Collected data entries:
····················

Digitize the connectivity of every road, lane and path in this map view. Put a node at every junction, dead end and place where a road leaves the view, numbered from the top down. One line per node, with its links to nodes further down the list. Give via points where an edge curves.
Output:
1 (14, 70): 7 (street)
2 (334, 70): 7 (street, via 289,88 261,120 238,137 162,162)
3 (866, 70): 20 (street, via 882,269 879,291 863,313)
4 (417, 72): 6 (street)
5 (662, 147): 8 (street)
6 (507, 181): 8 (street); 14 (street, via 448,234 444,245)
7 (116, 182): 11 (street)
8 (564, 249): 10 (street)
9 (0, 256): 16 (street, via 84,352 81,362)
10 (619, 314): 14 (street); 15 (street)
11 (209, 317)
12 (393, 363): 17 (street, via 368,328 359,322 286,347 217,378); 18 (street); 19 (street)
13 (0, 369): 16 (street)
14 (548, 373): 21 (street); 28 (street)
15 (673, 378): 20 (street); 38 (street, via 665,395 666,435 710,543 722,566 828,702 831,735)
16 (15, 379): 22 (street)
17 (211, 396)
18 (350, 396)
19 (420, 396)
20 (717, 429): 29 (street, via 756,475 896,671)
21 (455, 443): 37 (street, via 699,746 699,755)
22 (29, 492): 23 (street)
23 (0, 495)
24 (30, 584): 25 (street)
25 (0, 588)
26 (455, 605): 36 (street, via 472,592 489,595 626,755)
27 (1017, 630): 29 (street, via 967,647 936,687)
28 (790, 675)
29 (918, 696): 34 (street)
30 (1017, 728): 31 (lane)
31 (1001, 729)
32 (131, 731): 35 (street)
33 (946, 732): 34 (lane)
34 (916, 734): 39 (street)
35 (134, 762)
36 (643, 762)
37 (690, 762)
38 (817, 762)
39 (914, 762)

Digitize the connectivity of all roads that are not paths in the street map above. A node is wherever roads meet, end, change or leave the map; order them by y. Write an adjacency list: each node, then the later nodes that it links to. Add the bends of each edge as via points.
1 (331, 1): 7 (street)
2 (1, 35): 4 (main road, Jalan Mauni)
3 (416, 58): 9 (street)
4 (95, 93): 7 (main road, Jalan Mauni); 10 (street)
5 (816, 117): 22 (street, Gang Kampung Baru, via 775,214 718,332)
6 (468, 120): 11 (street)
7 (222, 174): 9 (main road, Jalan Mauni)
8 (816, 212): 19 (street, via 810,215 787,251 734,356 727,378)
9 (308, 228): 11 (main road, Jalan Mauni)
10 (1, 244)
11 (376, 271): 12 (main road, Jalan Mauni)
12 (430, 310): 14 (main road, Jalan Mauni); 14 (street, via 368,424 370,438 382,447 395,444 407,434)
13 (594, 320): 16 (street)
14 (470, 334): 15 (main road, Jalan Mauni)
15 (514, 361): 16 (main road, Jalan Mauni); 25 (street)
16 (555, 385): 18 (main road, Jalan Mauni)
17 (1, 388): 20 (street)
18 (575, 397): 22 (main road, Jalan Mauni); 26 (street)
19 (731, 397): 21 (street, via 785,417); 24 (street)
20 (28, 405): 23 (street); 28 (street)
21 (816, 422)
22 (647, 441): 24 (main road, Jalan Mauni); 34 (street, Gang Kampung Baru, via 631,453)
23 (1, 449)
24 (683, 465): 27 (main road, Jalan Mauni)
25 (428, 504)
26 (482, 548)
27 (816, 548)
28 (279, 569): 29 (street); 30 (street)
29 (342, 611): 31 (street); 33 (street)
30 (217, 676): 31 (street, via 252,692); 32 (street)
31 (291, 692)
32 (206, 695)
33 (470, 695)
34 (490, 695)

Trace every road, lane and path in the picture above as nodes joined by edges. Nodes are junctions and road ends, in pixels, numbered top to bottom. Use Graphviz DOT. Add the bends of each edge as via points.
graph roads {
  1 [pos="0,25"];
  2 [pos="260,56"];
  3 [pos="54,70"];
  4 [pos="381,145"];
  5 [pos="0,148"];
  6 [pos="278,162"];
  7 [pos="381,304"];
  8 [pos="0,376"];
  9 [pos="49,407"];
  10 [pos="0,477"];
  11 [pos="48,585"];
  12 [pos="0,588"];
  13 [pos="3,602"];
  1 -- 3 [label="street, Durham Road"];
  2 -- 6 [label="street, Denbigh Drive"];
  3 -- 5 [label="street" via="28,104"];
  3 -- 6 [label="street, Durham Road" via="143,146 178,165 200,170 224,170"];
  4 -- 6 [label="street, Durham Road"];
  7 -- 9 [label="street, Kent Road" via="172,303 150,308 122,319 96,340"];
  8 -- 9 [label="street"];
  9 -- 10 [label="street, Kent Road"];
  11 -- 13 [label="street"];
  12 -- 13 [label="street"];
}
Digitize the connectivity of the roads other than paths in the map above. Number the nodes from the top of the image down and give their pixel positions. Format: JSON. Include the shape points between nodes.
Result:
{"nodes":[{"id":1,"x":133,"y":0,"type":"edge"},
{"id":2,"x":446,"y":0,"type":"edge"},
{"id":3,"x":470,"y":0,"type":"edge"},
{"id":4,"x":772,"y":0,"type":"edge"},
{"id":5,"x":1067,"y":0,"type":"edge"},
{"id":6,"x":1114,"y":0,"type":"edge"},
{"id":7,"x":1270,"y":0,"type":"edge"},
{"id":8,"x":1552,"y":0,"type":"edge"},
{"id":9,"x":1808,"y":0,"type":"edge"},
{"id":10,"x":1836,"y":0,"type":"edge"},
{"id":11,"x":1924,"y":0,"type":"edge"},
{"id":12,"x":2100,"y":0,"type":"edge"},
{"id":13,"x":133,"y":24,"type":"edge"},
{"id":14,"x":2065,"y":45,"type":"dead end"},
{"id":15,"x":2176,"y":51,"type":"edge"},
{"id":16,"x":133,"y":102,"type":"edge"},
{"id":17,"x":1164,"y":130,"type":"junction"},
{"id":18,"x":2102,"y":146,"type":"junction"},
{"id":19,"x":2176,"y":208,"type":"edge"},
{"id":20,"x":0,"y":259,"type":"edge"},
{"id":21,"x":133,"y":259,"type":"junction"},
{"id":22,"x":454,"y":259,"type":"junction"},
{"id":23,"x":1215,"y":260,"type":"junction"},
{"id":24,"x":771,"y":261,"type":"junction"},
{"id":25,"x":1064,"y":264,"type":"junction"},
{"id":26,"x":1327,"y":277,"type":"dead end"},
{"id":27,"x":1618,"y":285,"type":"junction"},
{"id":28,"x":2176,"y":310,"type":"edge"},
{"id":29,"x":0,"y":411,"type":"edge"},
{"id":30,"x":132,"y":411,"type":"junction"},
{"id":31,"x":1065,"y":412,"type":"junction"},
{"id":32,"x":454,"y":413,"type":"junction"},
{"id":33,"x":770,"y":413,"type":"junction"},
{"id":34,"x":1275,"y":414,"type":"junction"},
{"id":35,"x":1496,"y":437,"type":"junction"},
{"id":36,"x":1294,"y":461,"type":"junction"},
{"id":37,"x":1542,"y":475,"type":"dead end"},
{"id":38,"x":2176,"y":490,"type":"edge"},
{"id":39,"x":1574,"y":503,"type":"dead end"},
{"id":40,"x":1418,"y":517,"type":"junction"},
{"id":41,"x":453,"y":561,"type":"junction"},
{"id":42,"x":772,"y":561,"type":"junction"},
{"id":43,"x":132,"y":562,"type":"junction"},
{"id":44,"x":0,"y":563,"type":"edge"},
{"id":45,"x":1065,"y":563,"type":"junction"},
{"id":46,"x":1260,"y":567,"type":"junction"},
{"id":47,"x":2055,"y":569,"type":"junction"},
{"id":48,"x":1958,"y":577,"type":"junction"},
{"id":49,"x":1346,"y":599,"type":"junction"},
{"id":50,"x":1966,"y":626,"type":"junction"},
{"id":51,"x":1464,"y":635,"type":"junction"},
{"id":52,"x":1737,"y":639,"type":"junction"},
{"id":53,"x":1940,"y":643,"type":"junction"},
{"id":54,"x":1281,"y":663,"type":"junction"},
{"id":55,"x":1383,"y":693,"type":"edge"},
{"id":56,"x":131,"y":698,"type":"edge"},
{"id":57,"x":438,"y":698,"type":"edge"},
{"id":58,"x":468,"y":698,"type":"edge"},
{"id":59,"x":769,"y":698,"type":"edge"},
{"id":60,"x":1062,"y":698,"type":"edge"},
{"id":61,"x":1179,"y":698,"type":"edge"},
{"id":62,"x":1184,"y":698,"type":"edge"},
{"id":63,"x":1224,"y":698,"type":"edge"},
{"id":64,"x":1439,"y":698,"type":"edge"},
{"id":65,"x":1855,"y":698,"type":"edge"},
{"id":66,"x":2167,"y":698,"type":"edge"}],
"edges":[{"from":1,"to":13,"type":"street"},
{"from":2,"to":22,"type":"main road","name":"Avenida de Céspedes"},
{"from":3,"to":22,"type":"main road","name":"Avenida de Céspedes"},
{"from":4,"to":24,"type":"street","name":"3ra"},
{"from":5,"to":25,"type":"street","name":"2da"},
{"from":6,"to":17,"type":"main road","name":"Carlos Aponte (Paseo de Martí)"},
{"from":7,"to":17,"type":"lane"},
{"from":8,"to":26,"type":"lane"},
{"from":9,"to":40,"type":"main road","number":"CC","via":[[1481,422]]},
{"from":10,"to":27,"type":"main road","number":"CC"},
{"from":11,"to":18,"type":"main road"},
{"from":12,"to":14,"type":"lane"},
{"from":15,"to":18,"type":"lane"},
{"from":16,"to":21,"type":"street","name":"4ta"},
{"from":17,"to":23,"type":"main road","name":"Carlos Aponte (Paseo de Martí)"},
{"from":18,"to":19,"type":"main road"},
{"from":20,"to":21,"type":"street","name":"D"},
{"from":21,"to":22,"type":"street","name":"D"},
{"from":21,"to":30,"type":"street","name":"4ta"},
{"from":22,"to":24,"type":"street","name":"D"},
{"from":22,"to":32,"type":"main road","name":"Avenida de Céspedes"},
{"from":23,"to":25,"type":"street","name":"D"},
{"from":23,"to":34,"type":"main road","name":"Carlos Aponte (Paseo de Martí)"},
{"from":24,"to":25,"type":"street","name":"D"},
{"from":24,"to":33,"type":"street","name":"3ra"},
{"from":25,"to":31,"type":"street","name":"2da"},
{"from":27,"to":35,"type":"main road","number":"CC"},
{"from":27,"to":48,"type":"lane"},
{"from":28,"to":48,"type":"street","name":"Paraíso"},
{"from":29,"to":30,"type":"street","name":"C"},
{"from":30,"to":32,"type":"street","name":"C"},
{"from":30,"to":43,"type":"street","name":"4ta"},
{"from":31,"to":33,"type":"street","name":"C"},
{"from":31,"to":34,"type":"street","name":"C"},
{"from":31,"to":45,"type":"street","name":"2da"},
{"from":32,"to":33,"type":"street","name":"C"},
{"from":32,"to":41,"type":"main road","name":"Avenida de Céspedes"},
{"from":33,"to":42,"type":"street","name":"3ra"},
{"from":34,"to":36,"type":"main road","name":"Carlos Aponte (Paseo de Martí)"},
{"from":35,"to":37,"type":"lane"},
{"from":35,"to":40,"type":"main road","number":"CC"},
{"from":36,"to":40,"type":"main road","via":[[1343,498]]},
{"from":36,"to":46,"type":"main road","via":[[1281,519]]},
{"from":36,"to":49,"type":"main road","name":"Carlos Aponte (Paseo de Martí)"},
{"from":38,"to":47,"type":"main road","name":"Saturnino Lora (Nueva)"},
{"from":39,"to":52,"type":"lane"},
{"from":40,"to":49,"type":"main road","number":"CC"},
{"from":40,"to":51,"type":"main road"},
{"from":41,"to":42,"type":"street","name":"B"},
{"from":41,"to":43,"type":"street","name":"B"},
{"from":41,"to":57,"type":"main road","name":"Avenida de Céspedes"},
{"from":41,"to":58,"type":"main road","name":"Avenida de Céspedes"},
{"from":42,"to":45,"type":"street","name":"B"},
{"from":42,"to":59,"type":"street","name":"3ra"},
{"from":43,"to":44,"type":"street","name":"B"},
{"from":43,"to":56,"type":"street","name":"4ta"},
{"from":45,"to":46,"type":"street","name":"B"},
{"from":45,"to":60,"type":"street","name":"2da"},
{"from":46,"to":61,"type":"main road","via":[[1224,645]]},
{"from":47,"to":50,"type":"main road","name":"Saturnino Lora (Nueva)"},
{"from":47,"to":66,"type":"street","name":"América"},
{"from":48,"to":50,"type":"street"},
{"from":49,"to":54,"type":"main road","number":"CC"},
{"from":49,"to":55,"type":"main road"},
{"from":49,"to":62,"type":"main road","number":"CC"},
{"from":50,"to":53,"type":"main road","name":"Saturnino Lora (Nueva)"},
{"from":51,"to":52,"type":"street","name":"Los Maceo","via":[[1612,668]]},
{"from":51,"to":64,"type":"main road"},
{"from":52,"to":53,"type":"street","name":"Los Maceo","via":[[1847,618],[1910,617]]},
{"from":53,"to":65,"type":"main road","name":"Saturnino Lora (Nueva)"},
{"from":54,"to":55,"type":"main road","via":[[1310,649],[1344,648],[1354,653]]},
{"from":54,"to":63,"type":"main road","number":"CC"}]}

····················

Task objective: Look above for the line containing "Trace every road, lane". Output from there through the line containing "Digitize the connectivity of the", exactly and inclusively.

Exercise response:
Trace every road, lane and path in the picture above as nodes joined by edges. Nodes are junctions and road ends, in pixels, numbered top to bottom. Use Graphviz DOT. Add the bends of each edge as via points.
graph roads {
  1 [pos="0,25"];
  2 [pos="260,56"];
  3 [pos="54,70"];
  4 [pos="381,145"];
  5 [pos="0,148"];
  6 [pos="278,162"];
  7 [pos="381,304"];
  8 [pos="0,376"];
  9 [pos="49,407"];
  10 [pos="0,477"];
  11 [pos="48,585"];
  12 [pos="0,588"];
  13 [pos="3,602"];
  1 -- 3 [label="street, Durham Road"];
  2 -- 6 [label="street, Denbigh Drive"];
  3 -- 5 [label="street" via="28,104"];
  3 -- 6 [label="street, Durham Road" via="143,146 178,165 200,170 224,170"];
  4 -- 6 [label="street, Durham Road"];
  7 -- 9 [label="street, Kent Road" via="172,303 150,308 122,319 96,340"];
  8 -- 9 [label="street"];
  9 -- 10 [label="street, Kent Road"];
  11 -- 13 [label="street"];
  12 -- 13 [label="street"];
}
Digitize the connectivity of the roads other than paths in the map above. Number the nodes from the top of the image down and give their pixel positions. Format: JSON. Include the shape points between nodes.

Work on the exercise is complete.